Stored data entries:
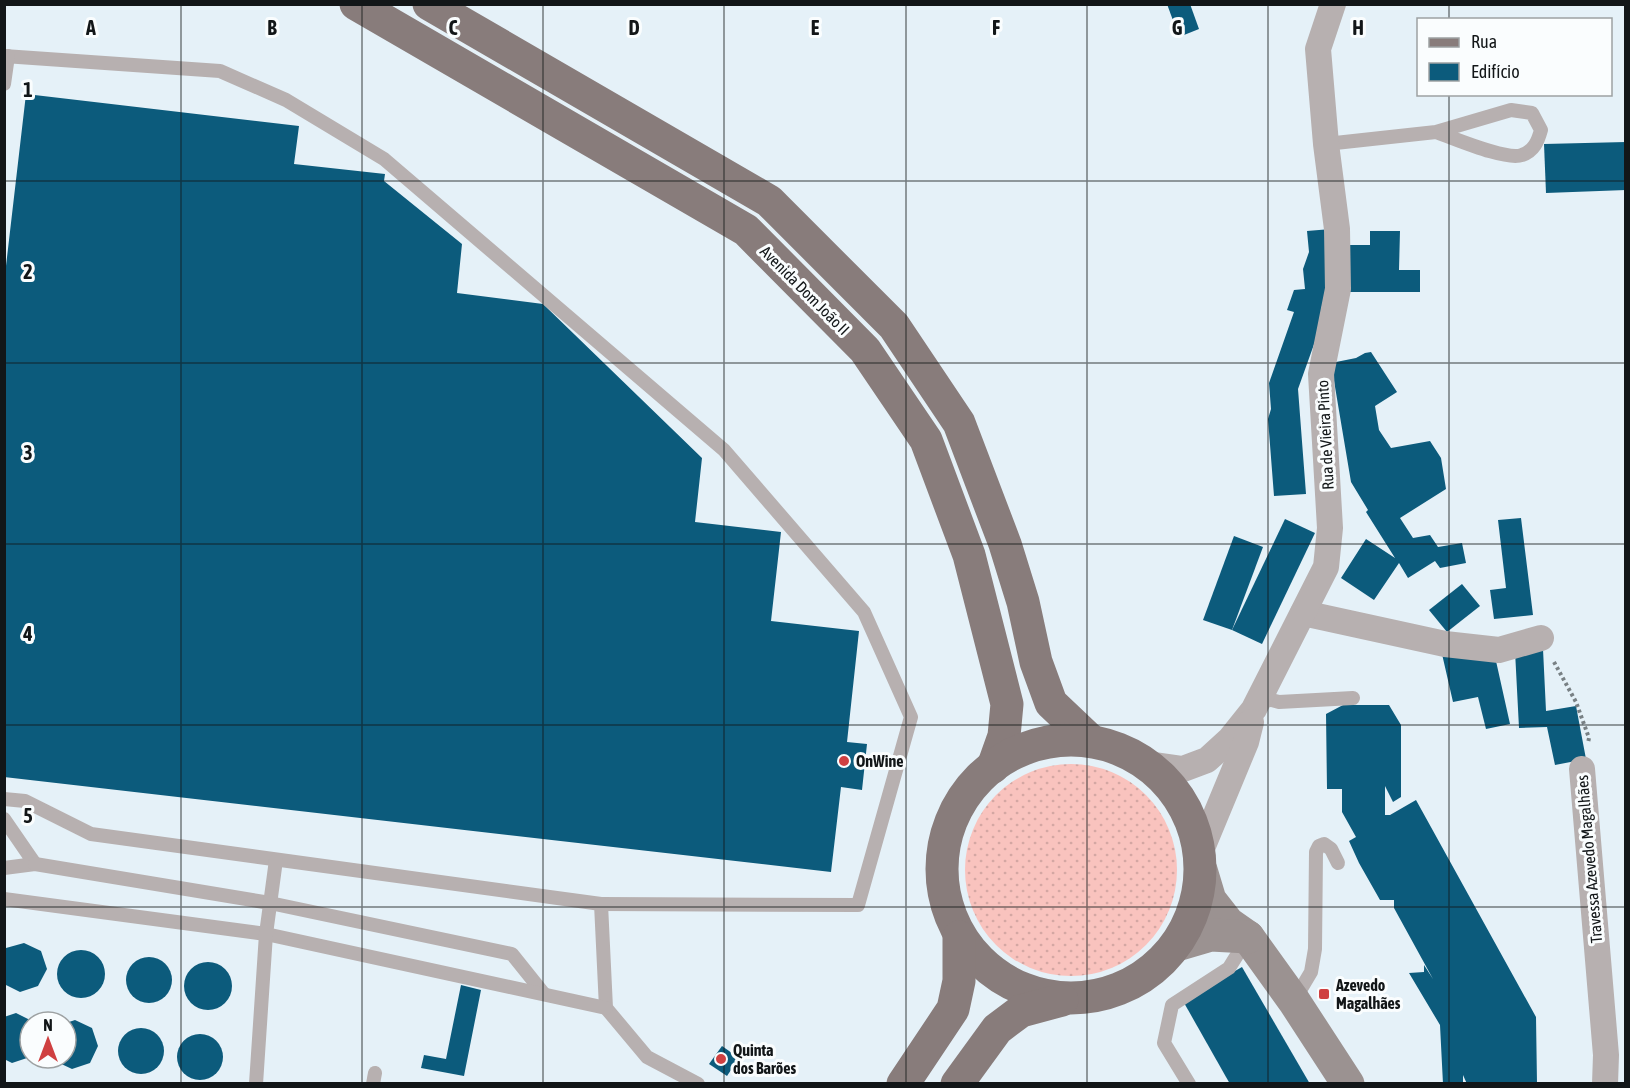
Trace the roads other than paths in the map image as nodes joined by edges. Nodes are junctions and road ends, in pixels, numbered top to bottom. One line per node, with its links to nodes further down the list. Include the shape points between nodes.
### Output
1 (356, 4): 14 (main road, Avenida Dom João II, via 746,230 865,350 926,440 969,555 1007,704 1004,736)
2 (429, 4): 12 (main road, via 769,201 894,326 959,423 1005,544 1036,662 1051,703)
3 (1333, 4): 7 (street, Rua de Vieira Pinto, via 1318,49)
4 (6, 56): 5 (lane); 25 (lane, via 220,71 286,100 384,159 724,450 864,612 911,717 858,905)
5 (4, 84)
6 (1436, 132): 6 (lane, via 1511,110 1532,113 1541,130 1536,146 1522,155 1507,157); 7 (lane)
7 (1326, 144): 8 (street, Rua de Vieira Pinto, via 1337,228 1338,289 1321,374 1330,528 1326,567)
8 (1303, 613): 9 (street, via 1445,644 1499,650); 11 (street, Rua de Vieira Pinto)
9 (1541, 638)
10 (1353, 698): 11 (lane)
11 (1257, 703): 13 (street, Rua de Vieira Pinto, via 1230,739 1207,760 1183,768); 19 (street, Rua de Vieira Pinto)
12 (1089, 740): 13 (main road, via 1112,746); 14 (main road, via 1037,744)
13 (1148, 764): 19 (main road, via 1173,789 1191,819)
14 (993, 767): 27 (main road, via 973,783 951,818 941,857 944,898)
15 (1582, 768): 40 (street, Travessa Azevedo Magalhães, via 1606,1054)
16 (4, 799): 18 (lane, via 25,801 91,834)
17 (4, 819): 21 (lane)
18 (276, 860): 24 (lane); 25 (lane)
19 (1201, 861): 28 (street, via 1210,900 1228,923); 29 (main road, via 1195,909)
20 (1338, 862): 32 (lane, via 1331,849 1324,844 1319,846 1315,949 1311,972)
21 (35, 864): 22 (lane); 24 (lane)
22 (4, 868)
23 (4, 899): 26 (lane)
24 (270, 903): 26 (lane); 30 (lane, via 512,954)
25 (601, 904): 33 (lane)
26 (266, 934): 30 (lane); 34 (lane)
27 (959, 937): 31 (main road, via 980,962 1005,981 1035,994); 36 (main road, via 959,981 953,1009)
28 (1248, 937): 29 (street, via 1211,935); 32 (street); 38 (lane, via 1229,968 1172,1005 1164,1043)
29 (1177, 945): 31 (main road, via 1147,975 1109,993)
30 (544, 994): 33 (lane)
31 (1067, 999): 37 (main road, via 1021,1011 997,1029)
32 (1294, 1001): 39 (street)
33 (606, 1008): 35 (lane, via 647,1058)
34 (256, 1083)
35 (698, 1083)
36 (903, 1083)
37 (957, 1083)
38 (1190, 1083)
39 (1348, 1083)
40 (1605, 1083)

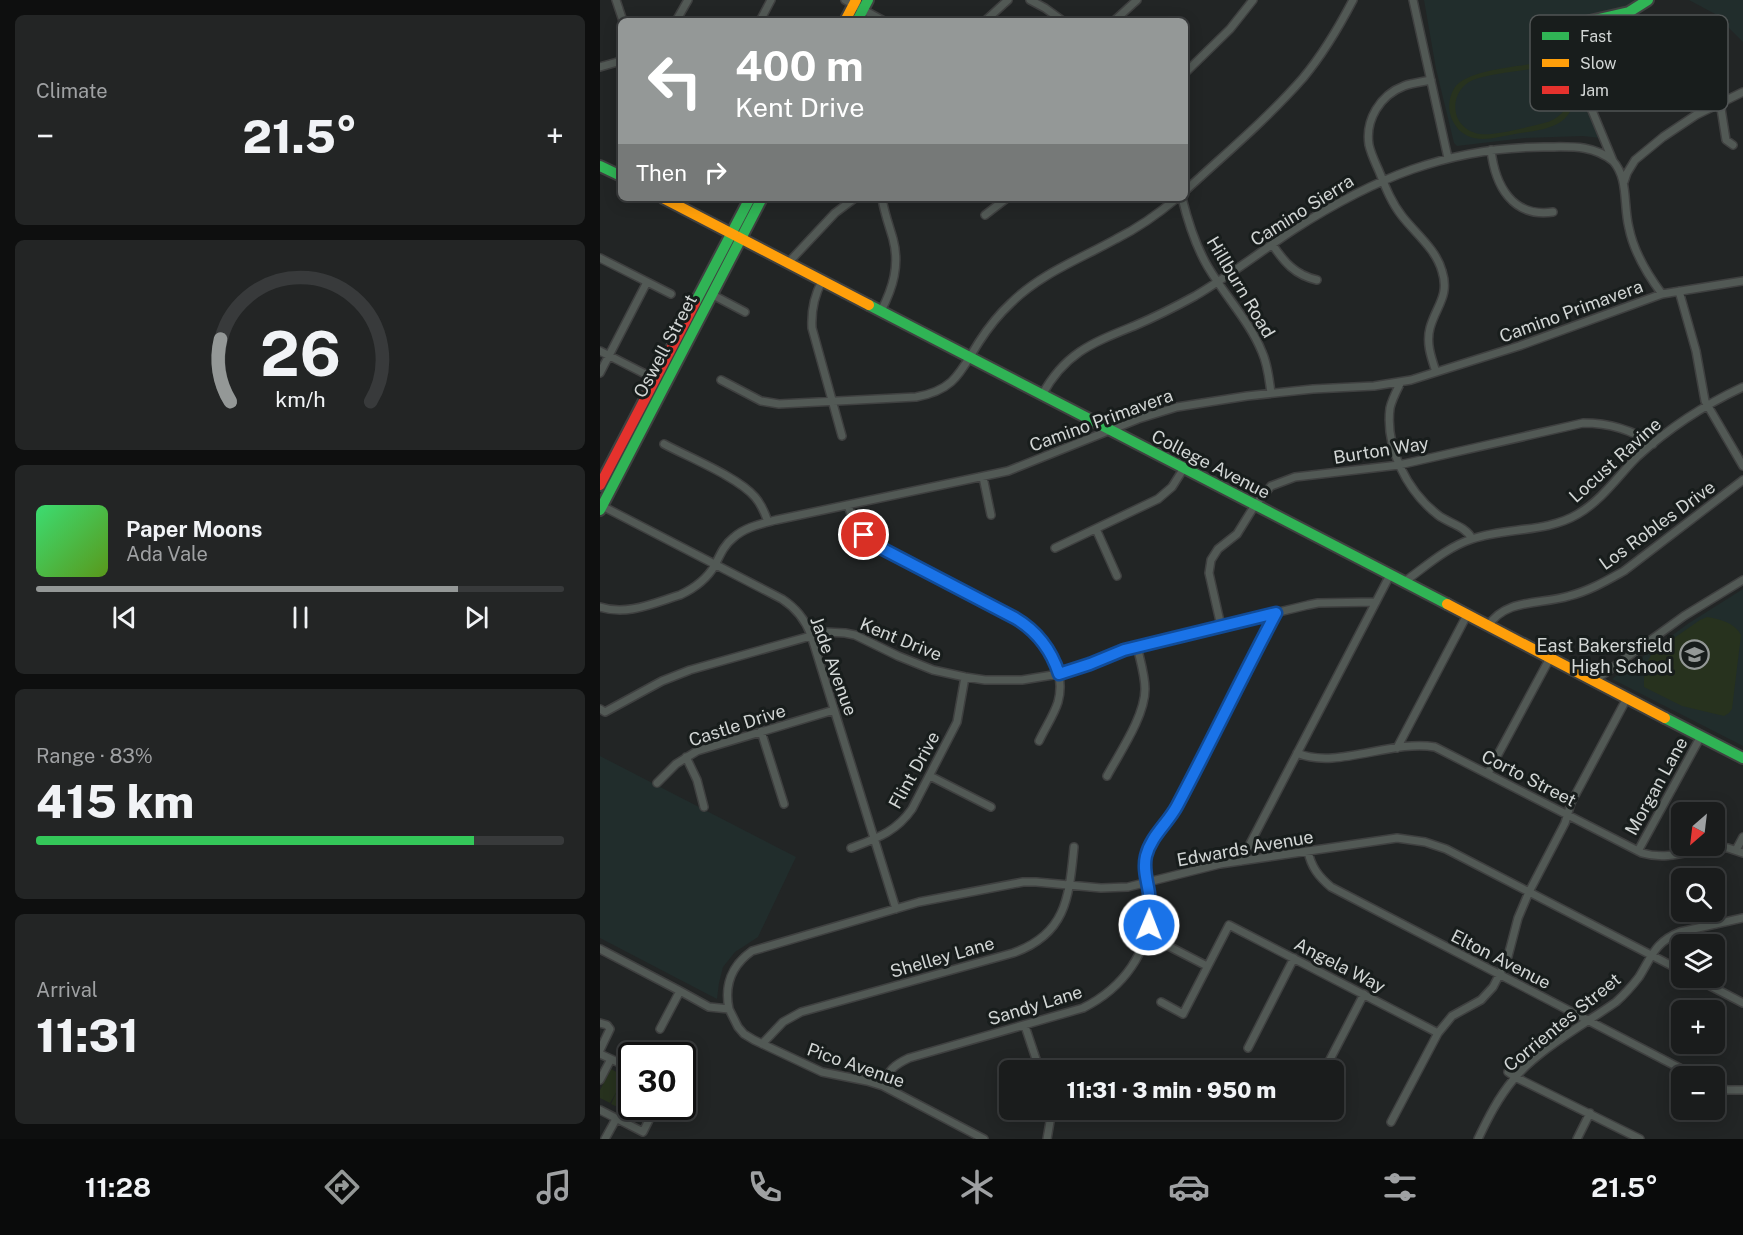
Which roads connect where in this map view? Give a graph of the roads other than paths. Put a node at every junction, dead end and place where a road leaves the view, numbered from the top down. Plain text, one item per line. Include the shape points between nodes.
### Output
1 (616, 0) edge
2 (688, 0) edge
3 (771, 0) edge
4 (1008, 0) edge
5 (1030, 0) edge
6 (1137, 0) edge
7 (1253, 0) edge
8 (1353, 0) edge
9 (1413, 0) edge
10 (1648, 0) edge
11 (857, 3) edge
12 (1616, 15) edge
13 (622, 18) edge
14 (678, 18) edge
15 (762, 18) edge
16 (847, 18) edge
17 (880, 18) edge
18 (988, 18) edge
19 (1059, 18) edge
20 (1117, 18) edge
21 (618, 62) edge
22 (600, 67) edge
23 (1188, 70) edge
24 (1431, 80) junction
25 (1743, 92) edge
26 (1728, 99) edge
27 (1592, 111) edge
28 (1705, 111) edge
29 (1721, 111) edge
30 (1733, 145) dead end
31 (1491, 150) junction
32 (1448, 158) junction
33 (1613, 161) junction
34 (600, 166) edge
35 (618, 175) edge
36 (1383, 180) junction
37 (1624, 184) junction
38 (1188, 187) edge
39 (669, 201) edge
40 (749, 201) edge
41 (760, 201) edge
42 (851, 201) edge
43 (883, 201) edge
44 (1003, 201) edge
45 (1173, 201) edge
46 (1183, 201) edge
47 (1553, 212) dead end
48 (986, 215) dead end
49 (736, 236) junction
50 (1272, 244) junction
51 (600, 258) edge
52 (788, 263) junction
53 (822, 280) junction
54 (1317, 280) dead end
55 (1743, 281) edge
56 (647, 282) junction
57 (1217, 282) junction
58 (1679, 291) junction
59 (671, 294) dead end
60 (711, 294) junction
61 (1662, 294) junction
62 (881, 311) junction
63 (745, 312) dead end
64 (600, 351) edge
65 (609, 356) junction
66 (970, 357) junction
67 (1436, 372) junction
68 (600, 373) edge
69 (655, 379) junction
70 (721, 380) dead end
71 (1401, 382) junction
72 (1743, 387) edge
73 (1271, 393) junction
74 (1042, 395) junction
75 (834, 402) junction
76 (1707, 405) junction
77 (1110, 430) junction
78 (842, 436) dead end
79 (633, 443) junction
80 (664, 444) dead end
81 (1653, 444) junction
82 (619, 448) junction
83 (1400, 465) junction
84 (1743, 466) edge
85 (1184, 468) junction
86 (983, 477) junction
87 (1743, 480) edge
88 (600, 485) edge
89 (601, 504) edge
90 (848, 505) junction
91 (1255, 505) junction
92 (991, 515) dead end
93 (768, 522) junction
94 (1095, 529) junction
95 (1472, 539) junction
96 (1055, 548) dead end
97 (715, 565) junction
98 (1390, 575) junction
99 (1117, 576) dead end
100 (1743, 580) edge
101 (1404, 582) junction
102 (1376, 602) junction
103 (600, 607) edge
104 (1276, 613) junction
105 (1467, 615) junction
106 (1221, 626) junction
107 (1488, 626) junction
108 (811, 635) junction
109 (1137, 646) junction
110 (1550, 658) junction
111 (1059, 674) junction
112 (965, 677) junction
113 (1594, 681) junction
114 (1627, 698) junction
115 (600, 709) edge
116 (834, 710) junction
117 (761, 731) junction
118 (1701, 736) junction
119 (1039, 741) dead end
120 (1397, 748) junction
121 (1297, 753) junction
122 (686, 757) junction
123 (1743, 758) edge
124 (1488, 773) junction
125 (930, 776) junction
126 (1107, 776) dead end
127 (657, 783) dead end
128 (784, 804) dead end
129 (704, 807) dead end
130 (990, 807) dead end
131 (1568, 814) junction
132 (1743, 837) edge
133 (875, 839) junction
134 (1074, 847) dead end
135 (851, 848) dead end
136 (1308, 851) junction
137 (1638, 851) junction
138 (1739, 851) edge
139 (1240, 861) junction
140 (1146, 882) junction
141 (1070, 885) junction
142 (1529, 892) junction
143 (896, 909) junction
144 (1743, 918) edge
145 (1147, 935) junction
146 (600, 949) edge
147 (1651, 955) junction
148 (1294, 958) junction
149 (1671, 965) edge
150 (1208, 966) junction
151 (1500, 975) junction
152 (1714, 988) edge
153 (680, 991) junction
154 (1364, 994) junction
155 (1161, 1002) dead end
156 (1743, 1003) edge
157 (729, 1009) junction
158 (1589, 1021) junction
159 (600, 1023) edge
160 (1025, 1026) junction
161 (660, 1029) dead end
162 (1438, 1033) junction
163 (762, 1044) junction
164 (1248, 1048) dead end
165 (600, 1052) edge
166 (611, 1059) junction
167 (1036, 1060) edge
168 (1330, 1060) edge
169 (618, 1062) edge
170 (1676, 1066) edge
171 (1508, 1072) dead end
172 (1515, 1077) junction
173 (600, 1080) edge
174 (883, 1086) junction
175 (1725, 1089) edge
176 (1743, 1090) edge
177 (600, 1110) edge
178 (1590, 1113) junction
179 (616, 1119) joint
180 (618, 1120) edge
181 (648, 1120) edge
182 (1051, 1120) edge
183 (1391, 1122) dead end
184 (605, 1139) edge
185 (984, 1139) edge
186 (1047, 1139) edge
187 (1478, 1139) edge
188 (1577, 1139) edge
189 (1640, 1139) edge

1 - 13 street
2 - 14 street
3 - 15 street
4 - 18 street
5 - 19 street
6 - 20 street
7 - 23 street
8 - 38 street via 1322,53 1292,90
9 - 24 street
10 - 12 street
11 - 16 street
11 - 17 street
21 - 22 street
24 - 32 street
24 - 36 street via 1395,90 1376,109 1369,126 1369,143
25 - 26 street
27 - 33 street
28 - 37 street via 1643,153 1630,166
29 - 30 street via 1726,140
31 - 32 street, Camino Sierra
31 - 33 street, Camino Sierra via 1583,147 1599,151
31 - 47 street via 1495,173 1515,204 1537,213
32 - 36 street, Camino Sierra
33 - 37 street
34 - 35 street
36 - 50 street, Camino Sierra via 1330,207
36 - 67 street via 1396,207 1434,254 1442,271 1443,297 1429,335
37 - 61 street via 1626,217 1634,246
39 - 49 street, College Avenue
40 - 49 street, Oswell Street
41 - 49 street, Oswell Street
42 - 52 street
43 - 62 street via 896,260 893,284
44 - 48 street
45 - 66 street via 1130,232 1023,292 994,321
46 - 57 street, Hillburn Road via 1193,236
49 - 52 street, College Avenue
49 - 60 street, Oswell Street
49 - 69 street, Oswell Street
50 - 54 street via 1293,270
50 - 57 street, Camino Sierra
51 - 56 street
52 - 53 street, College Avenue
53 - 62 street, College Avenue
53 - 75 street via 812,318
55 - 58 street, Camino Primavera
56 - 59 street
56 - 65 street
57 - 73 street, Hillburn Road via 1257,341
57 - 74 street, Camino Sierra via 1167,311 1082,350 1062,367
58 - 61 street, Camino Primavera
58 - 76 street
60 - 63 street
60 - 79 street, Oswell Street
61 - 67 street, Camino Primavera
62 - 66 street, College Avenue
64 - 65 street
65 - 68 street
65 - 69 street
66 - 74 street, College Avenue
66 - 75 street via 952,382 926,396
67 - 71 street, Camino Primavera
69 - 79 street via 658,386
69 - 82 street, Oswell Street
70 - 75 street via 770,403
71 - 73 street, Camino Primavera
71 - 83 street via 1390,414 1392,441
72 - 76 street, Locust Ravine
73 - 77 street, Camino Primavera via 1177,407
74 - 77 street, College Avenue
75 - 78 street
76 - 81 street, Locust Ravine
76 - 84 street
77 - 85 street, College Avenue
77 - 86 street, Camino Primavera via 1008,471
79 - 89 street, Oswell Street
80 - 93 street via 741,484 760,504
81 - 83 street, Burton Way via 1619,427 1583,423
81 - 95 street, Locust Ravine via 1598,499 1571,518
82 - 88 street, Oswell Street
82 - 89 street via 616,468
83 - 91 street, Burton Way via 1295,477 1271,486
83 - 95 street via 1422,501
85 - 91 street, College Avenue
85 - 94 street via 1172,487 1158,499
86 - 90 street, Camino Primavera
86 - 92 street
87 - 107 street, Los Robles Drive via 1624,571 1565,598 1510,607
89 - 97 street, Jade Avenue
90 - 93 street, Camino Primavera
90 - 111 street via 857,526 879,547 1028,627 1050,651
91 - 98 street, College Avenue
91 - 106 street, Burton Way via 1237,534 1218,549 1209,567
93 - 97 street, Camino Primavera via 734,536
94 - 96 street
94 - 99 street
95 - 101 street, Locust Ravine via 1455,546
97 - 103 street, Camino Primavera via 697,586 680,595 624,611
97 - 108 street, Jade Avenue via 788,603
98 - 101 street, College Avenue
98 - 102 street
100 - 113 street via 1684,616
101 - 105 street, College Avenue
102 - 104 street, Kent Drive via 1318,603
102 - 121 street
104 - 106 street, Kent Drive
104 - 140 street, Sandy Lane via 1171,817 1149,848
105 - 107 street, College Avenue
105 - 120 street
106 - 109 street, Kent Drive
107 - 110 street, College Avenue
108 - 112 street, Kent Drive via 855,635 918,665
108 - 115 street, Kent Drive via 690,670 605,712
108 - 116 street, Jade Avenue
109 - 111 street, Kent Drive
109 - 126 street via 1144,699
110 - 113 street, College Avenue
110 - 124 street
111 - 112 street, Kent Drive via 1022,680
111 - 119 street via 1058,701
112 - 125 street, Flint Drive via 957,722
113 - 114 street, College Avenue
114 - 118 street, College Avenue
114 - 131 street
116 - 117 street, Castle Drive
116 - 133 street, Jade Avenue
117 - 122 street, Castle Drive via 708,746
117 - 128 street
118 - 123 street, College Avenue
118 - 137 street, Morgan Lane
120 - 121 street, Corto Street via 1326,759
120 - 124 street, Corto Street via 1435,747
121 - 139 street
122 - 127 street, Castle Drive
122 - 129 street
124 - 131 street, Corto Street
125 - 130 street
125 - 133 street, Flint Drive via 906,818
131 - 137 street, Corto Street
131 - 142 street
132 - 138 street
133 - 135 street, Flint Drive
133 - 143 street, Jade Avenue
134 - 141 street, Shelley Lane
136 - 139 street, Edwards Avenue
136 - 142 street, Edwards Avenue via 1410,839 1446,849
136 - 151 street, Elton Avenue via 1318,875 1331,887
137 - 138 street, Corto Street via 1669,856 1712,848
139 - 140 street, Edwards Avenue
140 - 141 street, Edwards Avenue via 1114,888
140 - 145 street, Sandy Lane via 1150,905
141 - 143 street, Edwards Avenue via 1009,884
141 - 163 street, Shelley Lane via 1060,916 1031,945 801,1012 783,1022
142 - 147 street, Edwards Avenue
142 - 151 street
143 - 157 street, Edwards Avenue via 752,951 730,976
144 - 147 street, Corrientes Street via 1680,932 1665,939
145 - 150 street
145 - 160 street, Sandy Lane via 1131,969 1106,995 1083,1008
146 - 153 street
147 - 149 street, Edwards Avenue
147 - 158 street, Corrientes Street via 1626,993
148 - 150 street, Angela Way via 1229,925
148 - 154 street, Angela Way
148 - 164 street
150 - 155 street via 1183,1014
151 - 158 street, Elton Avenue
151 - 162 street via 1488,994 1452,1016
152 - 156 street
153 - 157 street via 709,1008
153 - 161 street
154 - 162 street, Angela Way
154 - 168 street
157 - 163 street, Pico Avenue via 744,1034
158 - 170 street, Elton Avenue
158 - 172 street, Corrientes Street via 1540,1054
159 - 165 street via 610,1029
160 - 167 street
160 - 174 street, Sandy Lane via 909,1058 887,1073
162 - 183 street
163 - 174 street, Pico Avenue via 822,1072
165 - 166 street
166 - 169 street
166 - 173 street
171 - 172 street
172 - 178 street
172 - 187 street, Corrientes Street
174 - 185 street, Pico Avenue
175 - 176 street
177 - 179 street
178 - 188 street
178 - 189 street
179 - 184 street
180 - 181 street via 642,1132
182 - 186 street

HOW TO COMPLETE THIS TASK: A complete answer gives every line of the records holding "Locust".

THE COMPLETED TASK:
72 - 76 street, Locust Ravine
76 - 81 street, Locust Ravine
81 - 95 street, Locust Ravine via 1598,499 1571,518
95 - 101 street, Locust Ravine via 1455,546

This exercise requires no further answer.